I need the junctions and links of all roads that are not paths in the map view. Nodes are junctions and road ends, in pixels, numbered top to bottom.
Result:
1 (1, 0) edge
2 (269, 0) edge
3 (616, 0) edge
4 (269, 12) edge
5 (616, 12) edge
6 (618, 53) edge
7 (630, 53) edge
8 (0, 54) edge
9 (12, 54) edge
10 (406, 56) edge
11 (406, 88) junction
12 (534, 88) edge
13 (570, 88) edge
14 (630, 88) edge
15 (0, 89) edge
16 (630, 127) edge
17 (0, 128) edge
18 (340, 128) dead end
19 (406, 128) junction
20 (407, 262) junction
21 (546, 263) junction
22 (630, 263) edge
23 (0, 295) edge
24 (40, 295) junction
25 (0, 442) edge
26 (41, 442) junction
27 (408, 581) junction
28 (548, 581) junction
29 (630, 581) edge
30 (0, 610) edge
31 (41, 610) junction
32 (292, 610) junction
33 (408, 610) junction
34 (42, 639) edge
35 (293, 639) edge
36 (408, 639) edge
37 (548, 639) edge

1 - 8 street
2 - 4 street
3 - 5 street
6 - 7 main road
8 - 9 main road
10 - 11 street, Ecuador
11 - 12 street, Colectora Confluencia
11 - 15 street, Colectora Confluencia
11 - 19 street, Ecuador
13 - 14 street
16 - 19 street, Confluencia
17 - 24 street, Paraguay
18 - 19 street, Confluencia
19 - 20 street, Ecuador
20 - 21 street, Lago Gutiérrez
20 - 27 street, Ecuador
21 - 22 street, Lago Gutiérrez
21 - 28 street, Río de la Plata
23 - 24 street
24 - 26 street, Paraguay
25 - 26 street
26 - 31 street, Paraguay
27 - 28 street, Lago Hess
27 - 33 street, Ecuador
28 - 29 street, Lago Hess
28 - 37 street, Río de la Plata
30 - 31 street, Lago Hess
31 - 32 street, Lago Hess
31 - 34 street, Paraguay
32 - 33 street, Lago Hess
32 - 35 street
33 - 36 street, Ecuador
* * *
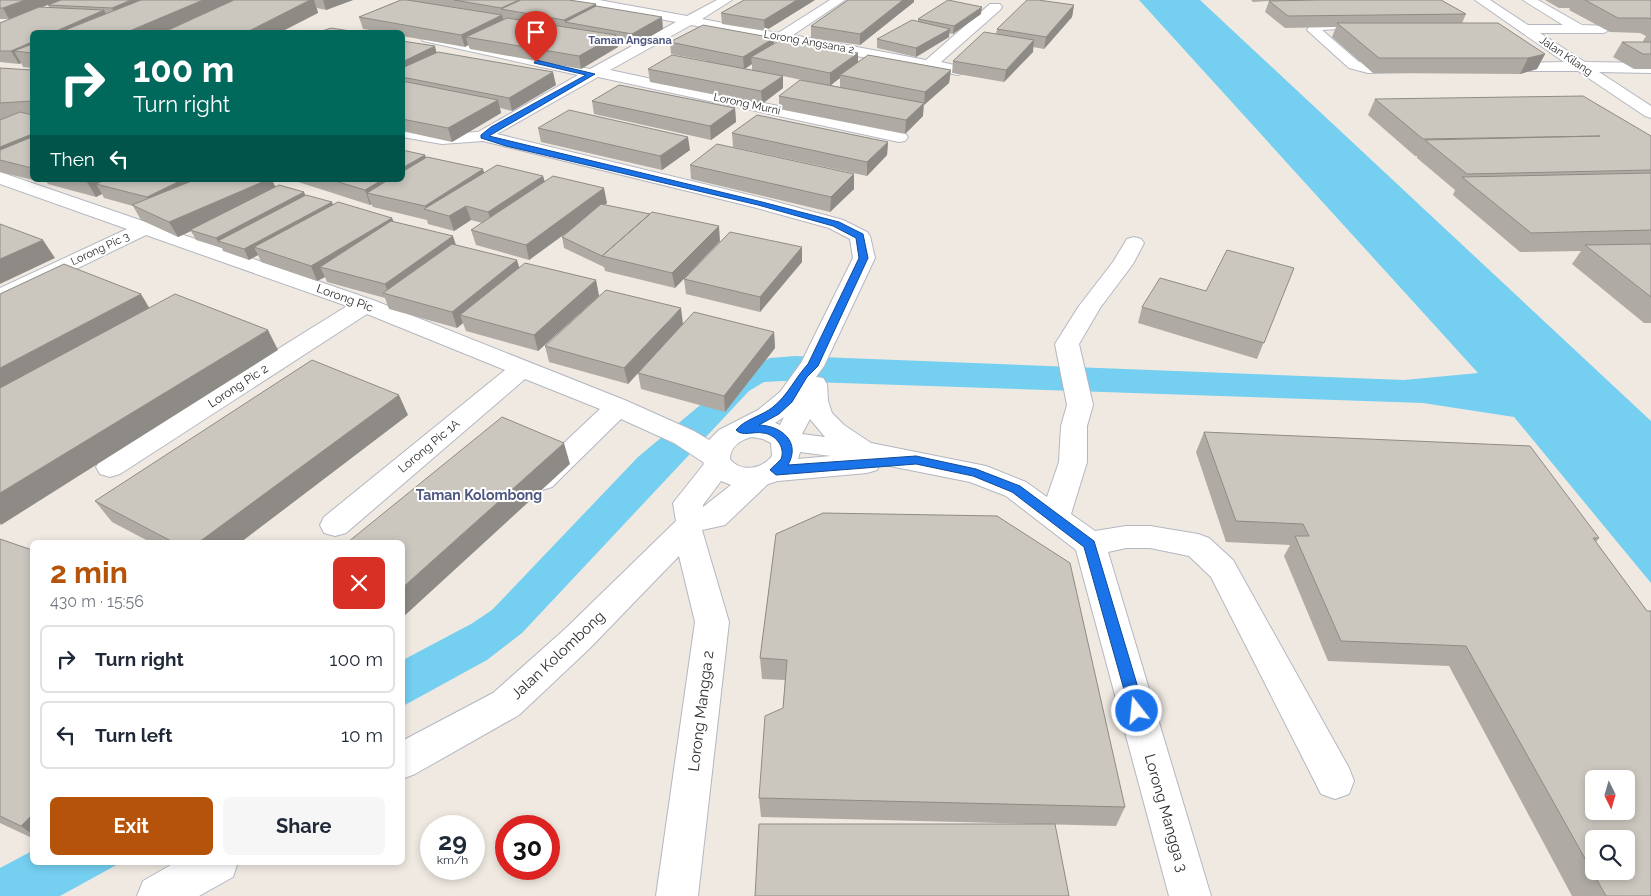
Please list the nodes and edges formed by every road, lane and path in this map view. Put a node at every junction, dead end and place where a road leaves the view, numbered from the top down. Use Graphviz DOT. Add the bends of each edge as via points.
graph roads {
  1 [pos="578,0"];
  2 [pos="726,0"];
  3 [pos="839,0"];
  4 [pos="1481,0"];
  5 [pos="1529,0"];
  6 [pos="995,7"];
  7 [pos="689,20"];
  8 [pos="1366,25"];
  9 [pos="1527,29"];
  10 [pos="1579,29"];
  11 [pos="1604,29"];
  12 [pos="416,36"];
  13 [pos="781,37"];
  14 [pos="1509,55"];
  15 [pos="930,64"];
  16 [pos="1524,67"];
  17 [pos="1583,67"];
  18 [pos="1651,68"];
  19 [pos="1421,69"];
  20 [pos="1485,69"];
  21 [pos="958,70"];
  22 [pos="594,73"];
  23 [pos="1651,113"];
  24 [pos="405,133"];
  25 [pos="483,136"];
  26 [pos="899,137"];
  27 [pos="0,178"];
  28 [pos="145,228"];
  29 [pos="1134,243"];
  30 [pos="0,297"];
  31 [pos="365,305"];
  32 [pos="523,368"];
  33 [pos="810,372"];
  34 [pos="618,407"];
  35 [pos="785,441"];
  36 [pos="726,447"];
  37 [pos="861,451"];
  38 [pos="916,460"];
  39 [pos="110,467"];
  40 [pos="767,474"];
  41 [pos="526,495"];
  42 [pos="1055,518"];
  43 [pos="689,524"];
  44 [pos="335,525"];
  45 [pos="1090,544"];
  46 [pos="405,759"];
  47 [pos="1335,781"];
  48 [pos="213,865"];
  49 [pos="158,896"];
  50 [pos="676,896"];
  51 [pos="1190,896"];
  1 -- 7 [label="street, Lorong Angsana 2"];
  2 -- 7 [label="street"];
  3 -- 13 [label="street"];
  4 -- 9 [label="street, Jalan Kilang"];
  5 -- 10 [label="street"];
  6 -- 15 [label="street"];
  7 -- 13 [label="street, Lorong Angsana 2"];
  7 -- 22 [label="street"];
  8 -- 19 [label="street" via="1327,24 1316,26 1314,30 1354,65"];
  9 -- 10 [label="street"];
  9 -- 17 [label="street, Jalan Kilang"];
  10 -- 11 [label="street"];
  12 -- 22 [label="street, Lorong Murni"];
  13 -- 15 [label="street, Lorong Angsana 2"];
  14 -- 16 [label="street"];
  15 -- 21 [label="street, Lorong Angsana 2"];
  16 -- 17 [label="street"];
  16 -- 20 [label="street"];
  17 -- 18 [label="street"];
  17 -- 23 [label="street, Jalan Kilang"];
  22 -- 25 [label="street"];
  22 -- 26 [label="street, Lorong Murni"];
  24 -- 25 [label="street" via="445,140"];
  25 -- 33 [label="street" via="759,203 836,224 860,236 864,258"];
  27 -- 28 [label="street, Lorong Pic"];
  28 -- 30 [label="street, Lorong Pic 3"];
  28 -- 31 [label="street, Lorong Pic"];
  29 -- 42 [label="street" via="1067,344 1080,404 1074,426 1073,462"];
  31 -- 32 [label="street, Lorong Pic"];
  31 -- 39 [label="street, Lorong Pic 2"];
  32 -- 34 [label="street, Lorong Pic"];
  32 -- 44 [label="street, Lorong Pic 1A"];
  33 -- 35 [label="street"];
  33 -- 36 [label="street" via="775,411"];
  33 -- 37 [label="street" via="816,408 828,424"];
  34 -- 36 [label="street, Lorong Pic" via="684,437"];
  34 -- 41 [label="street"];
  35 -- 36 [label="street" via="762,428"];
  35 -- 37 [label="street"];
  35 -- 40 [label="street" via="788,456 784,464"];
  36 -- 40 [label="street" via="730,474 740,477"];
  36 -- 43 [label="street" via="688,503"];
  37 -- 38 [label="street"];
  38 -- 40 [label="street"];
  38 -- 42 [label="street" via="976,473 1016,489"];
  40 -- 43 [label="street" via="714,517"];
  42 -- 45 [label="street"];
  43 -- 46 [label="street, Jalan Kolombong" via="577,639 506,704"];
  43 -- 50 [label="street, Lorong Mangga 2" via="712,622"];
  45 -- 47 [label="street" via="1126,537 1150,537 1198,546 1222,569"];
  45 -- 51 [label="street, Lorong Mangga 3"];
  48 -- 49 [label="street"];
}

**PROBLEM STATEMENT:** What lines in the listing above hold the string "Hess"? List them.

**TASK OUTPUT:**
27 - 28 street, Lago Hess
28 - 29 street, Lago Hess
30 - 31 street, Lago Hess
31 - 32 street, Lago Hess
32 - 33 street, Lago Hess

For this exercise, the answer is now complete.